▶ **What you will do**: Working from the listing below, pick each line containing the word "Laung" and copy it.

▶ **Excerpted records**:
——

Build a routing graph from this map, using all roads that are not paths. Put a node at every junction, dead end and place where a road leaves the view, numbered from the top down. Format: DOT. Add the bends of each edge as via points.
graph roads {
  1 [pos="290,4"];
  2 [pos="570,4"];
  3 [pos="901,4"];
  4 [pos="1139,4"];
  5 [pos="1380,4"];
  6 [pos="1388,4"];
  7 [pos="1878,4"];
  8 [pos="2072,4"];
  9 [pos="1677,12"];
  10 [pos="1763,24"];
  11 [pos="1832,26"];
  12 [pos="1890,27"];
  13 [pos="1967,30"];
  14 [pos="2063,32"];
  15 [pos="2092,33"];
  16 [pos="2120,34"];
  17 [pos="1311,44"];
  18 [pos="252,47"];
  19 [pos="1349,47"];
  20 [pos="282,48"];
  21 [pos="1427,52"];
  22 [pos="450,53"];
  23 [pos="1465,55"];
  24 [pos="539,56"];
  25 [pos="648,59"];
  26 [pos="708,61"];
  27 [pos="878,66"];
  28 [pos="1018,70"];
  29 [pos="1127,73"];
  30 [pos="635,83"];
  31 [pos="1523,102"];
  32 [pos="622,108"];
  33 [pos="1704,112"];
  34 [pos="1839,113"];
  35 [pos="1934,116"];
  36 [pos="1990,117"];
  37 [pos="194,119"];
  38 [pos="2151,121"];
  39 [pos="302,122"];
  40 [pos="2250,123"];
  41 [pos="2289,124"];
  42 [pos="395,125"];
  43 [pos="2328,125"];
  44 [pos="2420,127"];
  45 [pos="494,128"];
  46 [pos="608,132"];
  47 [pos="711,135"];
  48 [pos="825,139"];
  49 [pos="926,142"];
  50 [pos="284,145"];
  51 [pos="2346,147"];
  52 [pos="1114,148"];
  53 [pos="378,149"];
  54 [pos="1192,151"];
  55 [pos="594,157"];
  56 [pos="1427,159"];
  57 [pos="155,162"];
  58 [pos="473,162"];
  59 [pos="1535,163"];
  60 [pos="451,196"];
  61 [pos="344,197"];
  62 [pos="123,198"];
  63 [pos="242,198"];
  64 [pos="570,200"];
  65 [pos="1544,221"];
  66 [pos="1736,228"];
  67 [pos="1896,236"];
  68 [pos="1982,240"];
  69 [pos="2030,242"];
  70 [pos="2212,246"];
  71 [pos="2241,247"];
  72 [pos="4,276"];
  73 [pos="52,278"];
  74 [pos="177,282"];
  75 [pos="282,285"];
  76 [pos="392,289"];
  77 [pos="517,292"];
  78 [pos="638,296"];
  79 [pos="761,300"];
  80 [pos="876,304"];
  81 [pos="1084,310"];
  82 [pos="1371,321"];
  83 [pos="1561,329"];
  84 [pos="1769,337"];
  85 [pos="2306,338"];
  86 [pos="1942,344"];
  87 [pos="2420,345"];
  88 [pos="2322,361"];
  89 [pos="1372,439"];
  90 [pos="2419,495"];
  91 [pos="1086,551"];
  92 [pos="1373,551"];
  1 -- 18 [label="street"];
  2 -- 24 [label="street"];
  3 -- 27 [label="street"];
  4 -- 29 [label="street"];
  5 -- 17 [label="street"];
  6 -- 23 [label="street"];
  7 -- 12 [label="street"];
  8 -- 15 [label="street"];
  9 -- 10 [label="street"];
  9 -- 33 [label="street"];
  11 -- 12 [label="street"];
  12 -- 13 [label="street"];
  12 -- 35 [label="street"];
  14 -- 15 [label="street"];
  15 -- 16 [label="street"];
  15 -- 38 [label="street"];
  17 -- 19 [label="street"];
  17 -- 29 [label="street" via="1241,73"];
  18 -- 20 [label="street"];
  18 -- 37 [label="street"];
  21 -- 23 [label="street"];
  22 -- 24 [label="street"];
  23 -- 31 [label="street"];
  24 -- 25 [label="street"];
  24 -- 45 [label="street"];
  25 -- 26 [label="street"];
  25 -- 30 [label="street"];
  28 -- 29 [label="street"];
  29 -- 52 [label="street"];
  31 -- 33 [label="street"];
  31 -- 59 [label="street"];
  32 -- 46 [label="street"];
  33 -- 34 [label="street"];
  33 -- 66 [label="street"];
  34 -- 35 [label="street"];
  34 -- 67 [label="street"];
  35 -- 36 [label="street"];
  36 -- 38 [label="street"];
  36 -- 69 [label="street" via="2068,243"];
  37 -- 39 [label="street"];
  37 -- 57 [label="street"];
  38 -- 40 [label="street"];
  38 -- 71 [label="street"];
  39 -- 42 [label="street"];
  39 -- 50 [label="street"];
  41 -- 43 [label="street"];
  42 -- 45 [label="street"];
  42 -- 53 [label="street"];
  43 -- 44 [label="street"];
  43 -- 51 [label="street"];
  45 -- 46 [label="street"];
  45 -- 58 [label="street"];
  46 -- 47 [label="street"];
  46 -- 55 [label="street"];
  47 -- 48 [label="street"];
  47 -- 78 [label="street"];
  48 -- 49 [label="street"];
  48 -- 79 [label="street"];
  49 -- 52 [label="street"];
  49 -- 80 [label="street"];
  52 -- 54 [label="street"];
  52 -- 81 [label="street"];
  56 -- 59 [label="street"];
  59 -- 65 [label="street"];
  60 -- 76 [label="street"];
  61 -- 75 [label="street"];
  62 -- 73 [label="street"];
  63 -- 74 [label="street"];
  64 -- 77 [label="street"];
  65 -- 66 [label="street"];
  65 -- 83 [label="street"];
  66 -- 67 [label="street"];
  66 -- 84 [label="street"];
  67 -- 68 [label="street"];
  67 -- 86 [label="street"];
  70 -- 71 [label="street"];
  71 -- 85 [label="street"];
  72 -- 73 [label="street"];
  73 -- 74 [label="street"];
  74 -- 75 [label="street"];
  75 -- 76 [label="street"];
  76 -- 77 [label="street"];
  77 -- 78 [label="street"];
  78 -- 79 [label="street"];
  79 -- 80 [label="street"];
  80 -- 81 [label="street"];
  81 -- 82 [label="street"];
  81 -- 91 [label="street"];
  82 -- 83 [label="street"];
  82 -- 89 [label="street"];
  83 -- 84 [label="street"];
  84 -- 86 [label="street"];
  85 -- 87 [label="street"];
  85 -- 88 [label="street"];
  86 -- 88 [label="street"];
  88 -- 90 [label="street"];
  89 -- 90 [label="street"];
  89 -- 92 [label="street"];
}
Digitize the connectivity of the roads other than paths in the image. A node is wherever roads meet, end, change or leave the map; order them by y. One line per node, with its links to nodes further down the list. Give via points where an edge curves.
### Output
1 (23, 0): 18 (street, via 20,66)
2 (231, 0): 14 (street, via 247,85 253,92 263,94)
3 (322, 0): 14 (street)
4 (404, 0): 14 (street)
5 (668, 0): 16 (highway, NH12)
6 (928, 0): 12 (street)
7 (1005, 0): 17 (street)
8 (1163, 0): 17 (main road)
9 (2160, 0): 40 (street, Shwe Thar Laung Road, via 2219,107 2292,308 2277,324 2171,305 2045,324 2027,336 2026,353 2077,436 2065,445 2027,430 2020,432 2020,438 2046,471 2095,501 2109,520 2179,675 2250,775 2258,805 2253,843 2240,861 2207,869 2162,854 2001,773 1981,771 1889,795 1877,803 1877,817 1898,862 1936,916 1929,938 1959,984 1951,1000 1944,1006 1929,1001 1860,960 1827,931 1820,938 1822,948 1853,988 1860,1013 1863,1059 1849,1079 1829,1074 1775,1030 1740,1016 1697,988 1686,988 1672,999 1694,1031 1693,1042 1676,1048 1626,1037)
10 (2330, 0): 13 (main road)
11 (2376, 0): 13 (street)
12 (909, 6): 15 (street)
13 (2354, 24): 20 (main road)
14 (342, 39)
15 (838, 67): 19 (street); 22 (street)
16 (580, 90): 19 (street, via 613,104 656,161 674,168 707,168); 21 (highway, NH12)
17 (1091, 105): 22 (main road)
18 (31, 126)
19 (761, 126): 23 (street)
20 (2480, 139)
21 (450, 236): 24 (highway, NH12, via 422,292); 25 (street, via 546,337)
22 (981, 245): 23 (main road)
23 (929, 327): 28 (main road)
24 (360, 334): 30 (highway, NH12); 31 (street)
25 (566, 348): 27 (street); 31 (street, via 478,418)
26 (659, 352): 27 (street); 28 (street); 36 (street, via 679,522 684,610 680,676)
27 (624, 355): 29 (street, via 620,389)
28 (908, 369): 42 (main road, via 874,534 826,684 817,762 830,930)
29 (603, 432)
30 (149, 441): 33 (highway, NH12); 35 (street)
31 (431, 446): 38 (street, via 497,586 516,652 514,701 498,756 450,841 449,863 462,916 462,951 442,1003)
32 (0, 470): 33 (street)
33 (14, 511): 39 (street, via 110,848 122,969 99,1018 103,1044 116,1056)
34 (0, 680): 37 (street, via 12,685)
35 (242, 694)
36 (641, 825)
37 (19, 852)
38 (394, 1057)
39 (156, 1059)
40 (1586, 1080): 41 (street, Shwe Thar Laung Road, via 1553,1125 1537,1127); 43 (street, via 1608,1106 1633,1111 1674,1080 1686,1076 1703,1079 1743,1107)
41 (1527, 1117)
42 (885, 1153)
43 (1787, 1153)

——

▶ **Answer section**:
9 (2160, 0): 40 (street, Shwe Thar Laung Road, via 2219,107 2292,308 2277,324 2171,305 2045,324 2027,336 2026,353 2077,436 2065,445 2027,430 2020,432 2020,438 2046,471 2095,501 2109,520 2179,675 2250,775 2258,805 2253,843 2240,861 2207,869 2162,854 2001,773 1981,771 1889,795 1877,803 1877,817 1898,862 1936,916 1929,938 1959,984 1951,1000 1944,1006 1929,1001 1860,960 1827,931 1820,938 1822,948 1853,988 1860,1013 1863,1059 1849,1079 1829,1074 1775,1030 1740,1016 1697,988 1686,988 1672,999 1694,1031 1693,1042 1676,1048 1626,1037)
40 (1586, 1080): 41 (street, Shwe Thar Laung Road, via 1553,1125 1537,1127); 43 (street, via 1608,1106 1633,1111 1674,1080 1686,1076 1703,1079 1743,1107)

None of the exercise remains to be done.